When I'm lying in the road after a bike crash, the first thing I try to do is get my bike off the road. I had only seen two cars during the entire route after I had left Sant Julia de Loria, but I just think that it's safest not to lie in the middle of any road.
However, when I tried to pull my left leg off of the bike, I couldn't. The muscles wouldn't move it, and picking it up to drag it really, really, really hurt. So I decided that I was where I was going to be until somebody came along to move me, or a car came along and squished me.
I was just able to reach the top tube, and could thus drag the handlebar bag up so I could get into it. I then pulled out my cell phone and called RandoGirl. When she answered, I told her where I was and that I had crashed and might have broken something. I then asked her to find out the Andorra equivalent of "911" so that I could get help. She was at a store, and they told her it was "112."
Calling 112, I got a dispatcher who -- of course -- didn't speak English. We tried to communicate in Spanish, and I was able to tell them that it was a bicycle accident on the Aixovall side of the Coll de la Gallina and that I thought either my leg or pelvis was broken. We were still trying to nail down exactly where I was on this 12 kilometers of road when a car came along.
I raised my arm to signal the car so he wouldn't run over me, and the driver stopped and got out. His name was Luis, and he had been up in Canolich walking his dogs. He was a retired lawyer from Barcelona, and spoke English ... as well as half a dozen other languages. In other words, the perfect person had come along.
Luis pulled out his phone and called 211. I was still trying to talk to my dispatcher and explain where I was, but the dispatcher cut me off and said something about the ambulance being on its way, probably because Luis spoke Catalan and knew exactly where we were and had told them not to listen to the idiot American.
My good samaritan then stayed with me for the half hour that it took for the ambulance to come, talking with me to keep my mind off the pain. We talked about cycling, and how this was a bad corner even for cars, and I felt a little less stupid for having crashed so badly here. I took off my helmet and lay back, using it for a pillow, and then heard loud music because I was lying on my iPod and had turned the volume up full. I pulled the iPod out of my back pocket and turned it off, and then got Luis to take the above picture.
RandoGirl called back during this to tell me that she was back at the hotel. I told her that an ambulance was coming, and she said that she would meet me at the hospital (Juame from the hotel drove her there -- another good samaritan).
When the ambulance arrived, Luis and I were able to communicate with them while they disentangled me from my bike and loaded me up. Luis carried my bike to the hospital, and I had the most uncomfortable ride in any vehicle in my life, riding downhill while my leg tried to slide around inside my hip.

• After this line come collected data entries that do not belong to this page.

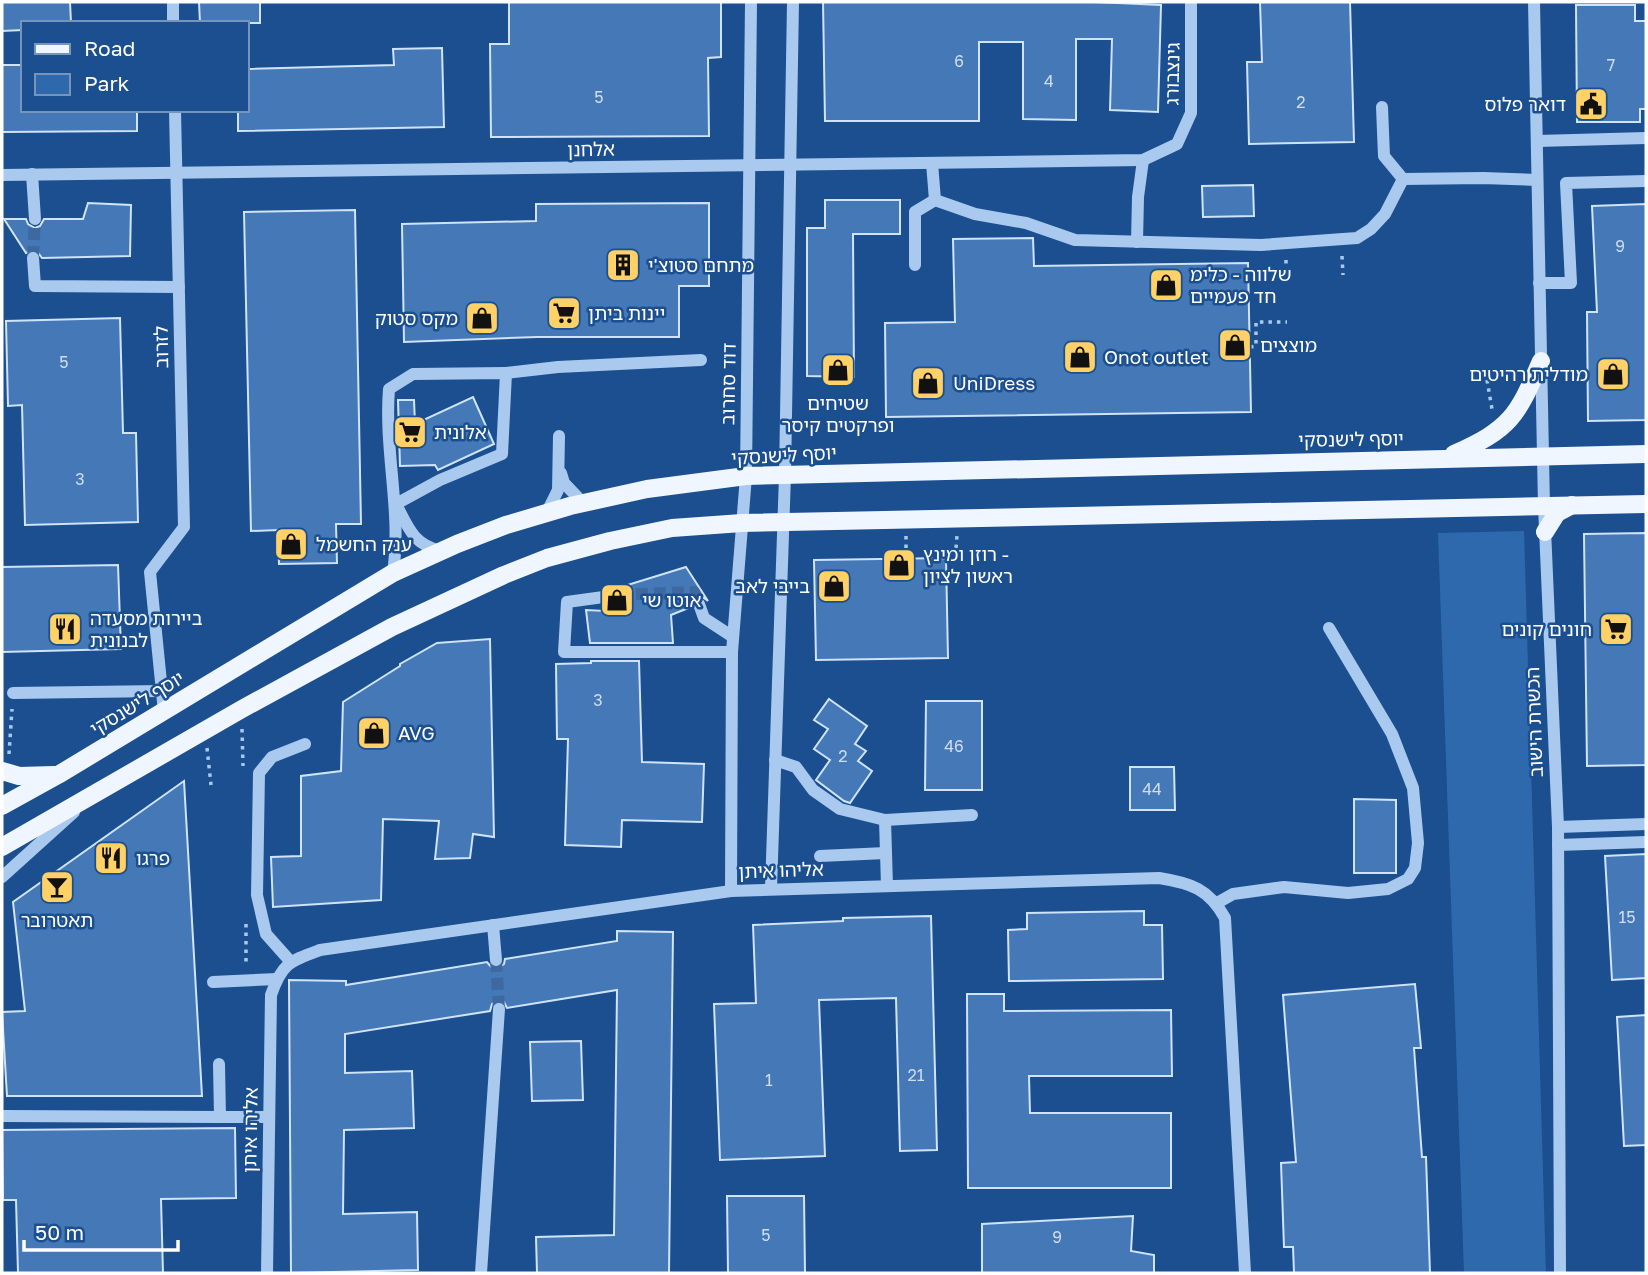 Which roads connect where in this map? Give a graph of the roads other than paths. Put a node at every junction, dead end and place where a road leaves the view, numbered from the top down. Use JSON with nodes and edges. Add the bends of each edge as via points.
{"nodes":[{"id":1,"x":173,"y":2,"type":"edge"},
{"id":2,"x":751,"y":2,"type":"edge"},
{"id":3,"x":793,"y":2,"type":"edge"},
{"id":4,"x":1191,"y":2,"type":"edge"},
{"id":5,"x":1534,"y":2,"type":"edge"},
{"id":6,"x":173,"y":21,"type":"edge"},
{"id":7,"x":1382,"y":107,"type":"dead end"},
{"id":8,"x":175,"y":112,"type":"edge"},
{"id":9,"x":1646,"y":138,"type":"edge"},
{"id":10,"x":1536,"y":141,"type":"junction"},
{"id":11,"x":1177,"y":144,"type":"joint"},
{"id":12,"x":1143,"y":160,"type":"junction"},
{"id":13,"x":932,"y":163,"type":"junction"},
{"id":14,"x":791,"y":164,"type":"junction"},
{"id":15,"x":749,"y":167,"type":"junction"},
{"id":16,"x":176,"y":173,"type":"junction"},
{"id":17,"x":32,"y":174,"type":"junction"},
{"id":18,"x":2,"y":175,"type":"edge"},
{"id":19,"x":1404,"y":179,"type":"junction"},
{"id":20,"x":1537,"y":180,"type":"junction"},
{"id":21,"x":1646,"y":181,"type":"edge"},
{"id":22,"x":935,"y":200,"type":"junction"},
{"id":23,"x":35,"y":219,"type":"tunnel mouth"},
{"id":24,"x":1138,"y":242,"type":"junction"},
{"id":25,"x":33,"y":258,"type":"tunnel mouth"},
{"id":26,"x":915,"y":265,"type":"dead end"},
{"id":27,"x":1539,"y":283,"type":"junction"},
{"id":28,"x":179,"y":287,"type":"junction"},
{"id":29,"x":701,"y":360,"type":"dead end"},
{"id":30,"x":1541,"y":361,"type":"junction"},
{"id":31,"x":506,"y":373,"type":"junction"},
{"id":32,"x":559,"y":436,"type":"dead end"},
{"id":33,"x":1646,"y":454,"type":"edge"},
{"id":34,"x":1543,"y":457,"type":"junction"},
{"id":35,"x":1444,"y":458,"type":"junction"},
{"id":36,"x":559,"y":468,"type":"junction"},
{"id":37,"x":785,"y":475,"type":"junction"},
{"id":38,"x":746,"y":476,"type":"junction"},
{"id":39,"x":396,"y":503,"type":"junction"},
{"id":40,"x":583,"y":503,"type":"junction"},
{"id":41,"x":1646,"y":504,"type":"edge"},
{"id":42,"x":1573,"y":505,"type":"junction"},
{"id":43,"x":1545,"y":506,"type":"junction"},
{"id":44,"x":546,"y":514,"type":"junction"},
{"id":45,"x":742,"y":523,"type":"junction"},
{"id":46,"x":783,"y":523,"type":"junction"},
{"id":47,"x":1545,"y":532,"type":"junction"},
{"id":48,"x":442,"y":551,"type":"junction"},
{"id":49,"x":393,"y":573,"type":"junction"},
{"id":50,"x":618,"y":595,"type":"tunnel mouth"},
{"id":51,"x":699,"y":604,"type":"tunnel mouth"},
{"id":52,"x":1329,"y":628,"type":"dead end"},
{"id":53,"x":733,"y":637,"type":"junction"},
{"id":54,"x":732,"y":652,"type":"junction"},
{"id":55,"x":162,"y":691,"type":"junction"},
{"id":56,"x":13,"y":693,"type":"road end"},
{"id":57,"x":164,"y":712,"type":"junction"},
{"id":58,"x":305,"y":744,"type":"dead end"},
{"id":59,"x":775,"y":760,"type":"junction"},
{"id":60,"x":2,"y":771,"type":"edge"},
{"id":61,"x":58,"y":775,"type":"junction"},
{"id":62,"x":105,"y":786,"type":"junction"},
{"id":63,"x":2,"y":806,"type":"edge"},
{"id":64,"x":972,"y":816,"type":"dead end"},
{"id":65,"x":884,"y":820,"type":"junction"},
{"id":66,"x":1646,"y":824,"type":"edge"},
{"id":67,"x":1558,"y":827,"type":"junction"},
{"id":68,"x":1646,"y":842,"type":"edge"},
{"id":69,"x":1558,"y":845,"type":"junction"},
{"id":70,"x":2,"y":847,"type":"edge"},
{"id":71,"x":886,"y":853,"type":"junction"},
{"id":72,"x":820,"y":856,"type":"dead end"},
{"id":73,"x":2,"y":877,"type":"edge"},
{"id":74,"x":887,"y":886,"type":"junction"},
{"id":75,"x":771,"y":889,"type":"junction"},
{"id":76,"x":731,"y":891,"type":"junction"},
{"id":77,"x":1217,"y":903,"type":"junction"},
{"id":78,"x":493,"y":925,"type":"junction"},
{"id":79,"x":496,"y":960,"type":"tunnel mouth"},
{"id":80,"x":290,"y":961,"type":"junction"},
{"id":81,"x":276,"y":979,"type":"junction"},
{"id":82,"x":214,"y":982,"type":"dead end"},
{"id":83,"x":499,"y":1009,"type":"tunnel mouth"},
{"id":84,"x":219,"y":1064,"type":"dead end"},
{"id":85,"x":2,"y":1116,"type":"edge"},
{"id":86,"x":220,"y":1117,"type":"junction"},
{"id":87,"x":269,"y":1117,"type":"junction"},
{"id":88,"x":267,"y":1273,"type":"edge"},
{"id":89,"x":481,"y":1273,"type":"edge"},
{"id":90,"x":1245,"y":1273,"type":"edge"},
{"id":91,"x":1560,"y":1273,"type":"edge"}],
"edges":[{"from":1,"to":6,"type":"street"},
{"from":2,"to":15,"type":"street","name":"דוד סחרוב"},
{"from":3,"to":14,"type":"street"},
{"from":4,"to":11,"type":"street","name":"גינצבורג","via":[[1191,113]]},
{"from":5,"to":10,"type":"street","name":"הכשרת הישוב"},
{"from":7,"to":19,"type":"street","via":[[1384,156]]},
{"from":8,"to":16,"type":"street","name":"לזרוב"},
{"from":9,"to":10,"type":"street"},
{"from":10,"to":20,"type":"street","name":"הכשרת הישוב"},
{"from":11,"to":12,"type":"street","name":"אלחנן"},
{"from":12,"to":13,"type":"street","name":"אלחנן"},
{"from":12,"to":24,"type":"street"},
{"from":13,"to":14,"type":"street","name":"אלחנן"},
{"from":13,"to":22,"type":"street"},
{"from":14,"to":15,"type":"street","name":"אלחנן"},
{"from":14,"to":37,"type":"street"},
{"from":15,"to":16,"type":"street","name":"אלחנן"},
{"from":15,"to":38,"type":"street","name":"דוד סחרוב"},
{"from":16,"to":17,"type":"street","name":"אלחנן"},
{"from":16,"to":28,"type":"street","name":"לזרוב"},
{"from":17,"to":18,"type":"street","name":"אלחנן"},
{"from":17,"to":23,"type":"street"},
{"from":19,"to":20,"type":"street"},
{"from":19,"to":24,"type":"street","via":[[1385,214],[1357,238],[1261,245]]},
{"from":20,"to":27,"type":"street","name":"הכשרת הישוב"},
{"from":21,"to":27,"type":"street","via":[[1566,183],[1571,283]]},
{"from":22,"to":24,"type":"street","via":[[1075,240]]},
{"from":22,"to":26,"type":"street","via":[[915,212]]},
{"from":25,"to":28,"type":"street","via":[[35,286]]},
{"from":27,"to":30,"type":"street","name":"הכשרת הישוב"},
{"from":28,"to":55,"type":"street","name":"לזרוב","via":[[184,527],[150,572]]},
{"from":29,"to":31,"type":"street"},
{"from":30,"to":34,"type":"street","name":"הכשרת הישוב"},
{"from":30,"to":35,"type":"main road","via":[[1523,404],[1496,433]]},
{"from":31,"to":39,"type":"street","via":[[502,454]]},
{"from":31,"to":39,"type":"street","via":[[413,374],[389,389],[387,427]]},
{"from":32,"to":36,"type":"street"},
{"from":33,"to":34,"type":"main road","name":"יוסף לישנסקי"},
{"from":34,"to":35,"type":"main road","name":"יוסף לישנסקי"},
{"from":34,"to":43,"type":"street","name":"הכשרת הישוב"},
{"from":35,"to":37,"type":"main road","name":"יוסף לישנסקי"},
{"from":36,"to":40,"type":"street","via":[[564,483]]},
{"from":36,"to":44,"type":"street","via":[[558,490]]},
{"from":37,"to":38,"type":"main road","name":"יוסף לישנסקי"},
{"from":37,"to":46,"type":"street"},
{"from":38,"to":40,"type":"main road","name":"יוסף לישנסקי","via":[[646,489]]},
{"from":38,"to":45,"type":"street","name":"דוד סחרוב"},
{"from":39,"to":48,"type":"street","via":[[410,531],[425,547]]},
{"from":39,"to":49,"type":"street"},
{"from":40,"to":44,"type":"main road","name":"יוסף לישנסקי"},
{"from":41,"to":42,"type":"main road"},
{"from":42,"to":43,"type":"main road"},
{"from":42,"to":47,"type":"main road","via":[[1557,513]]},
{"from":43,"to":46,"type":"main road"},
{"from":43,"to":47,"type":"street","name":"הכשרת הישוב"},
{"from":44,"to":48,"type":"main road","name":"יוסף לישנסקי"},
{"from":45,"to":46,"type":"main road"},
{"from":45,"to":53,"type":"street","name":"דוד סחרוב"},
{"from":45,"to":62,"type":"main road","via":[[673,528],[547,558],[392,627]]},
{"from":46,"to":59,"type":"street"},
{"from":47,"to":67,"type":"street","name":"הכשרת הישוב"},
{"from":48,"to":49,"type":"main road","name":"יוסף לישנסקי"},
{"from":49,"to":57,"type":"main road","name":"יוסף לישנסקי"},
{"from":50,"to":54,"type":"street","via":[[567,601],[564,652]]},
{"from":51,"to":53,"type":"street","via":[[704,618]]},
{"from":52,"to":77,"type":"street","via":[[1392,734],[1413,788],[1418,843],[1415,868],[1408,878],[1388,889],[1348,893],[1284,887],[1233,894]]},
{"from":53,"to":54,"type":"street","name":"דוד סחרוב"},
{"from":54,"to":76,"type":"street","name":"דוד סחרוב"},
{"from":55,"to":56,"type":"street"},
{"from":55,"to":57,"type":"street"},
{"from":57,"to":61,"type":"main road","name":"יוסף לישנסקי"},
{"from":58,"to":80,"type":"street","via":[[272,757],[259,773],[257,895],[266,934]]},
{"from":59,"to":65,"type":"street","via":[[796,767],[813,790],[840,809]]},
{"from":59,"to":75,"type":"street"},
{"from":60,"to":61,"type":"main road","via":[[19,776]]},
{"from":61,"to":63,"type":"main road","name":"יוסף לישנסקי"},
{"from":62,"to":70,"type":"main road"},
{"from":62,"to":73,"type":"street"},
{"from":64,"to":65,"type":"street"},
{"from":65,"to":71,"type":"street"},
{"from":66,"to":67,"type":"street"},
{"from":67,"to":69,"type":"street","name":"הכשרת הישוב"},
{"from":68,"to":69,"type":"street"},
{"from":69,"to":91,"type":"street","name":"הכשרת הישוב"},
{"from":71,"to":72,"type":"street"},
{"from":71,"to":74,"type":"street"},
{"from":74,"to":75,"type":"street","name":"אליהו איתן"},
{"from":74,"to":77,"type":"street","name":"אליהו איתן","via":[[1159,878],[1183,882]]},
{"from":75,"to":76,"type":"street","name":"אליהו איתן"},
{"from":76,"to":78,"type":"street","name":"אליהו איתן"},
{"from":77,"to":90,"type":"street","via":[[1225,918]]},
{"from":78,"to":79,"type":"street"},
{"from":78,"to":80,"type":"street","name":"אליהו איתן","via":[[320,950]]},
{"from":80,"to":81,"type":"street","name":"אליהו איתן"},
{"from":81,"to":82,"type":"street"},
{"from":81,"to":87,"type":"street","name":"אליהו איתן","via":[[271,995]]},
{"from":83,"to":89,"type":"street"},
{"from":84,"to":86,"type":"street"},
{"from":85,"to":86,"type":"street"},
{"from":86,"to":87,"type":"street"},
{"from":87,"to":88,"type":"street","name":"אליהו איתן"}]}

The rest is a blur, probably because things were starting to hurt. RandoGirl was at the ambulance door to the Emergency Room, and a bunch of people took my pulse and blood pressure and put me in a room where they helped me take off my clothes. (Yes, they did not cut them off -- my shorts and jersey survived the entire escapade intact!). Then they rolled me around taking X-rays before finally stowing me in a hospital room. The surgeon came by to tell me that my femur was broken, and that they would need to put in rods and pins ... and maybe a screw and some plates ... I think.
They wouldn't give me any painkillers, and couldn't give me anything to drink because they needed my stomach to be empty before they did surgery. Since I had eaten that croissant about noon, we were on hold until 8 pm at least. RandoGirl kept me company when she wasn't answering questions from the business office or helping Juame load up my bike to take back to the hotel. Finally, they wheeled me downstairs to surgery and hooked me up to an IV and things got even more blurry.
My wild ride was over. The unpleasant recovery was about to begin.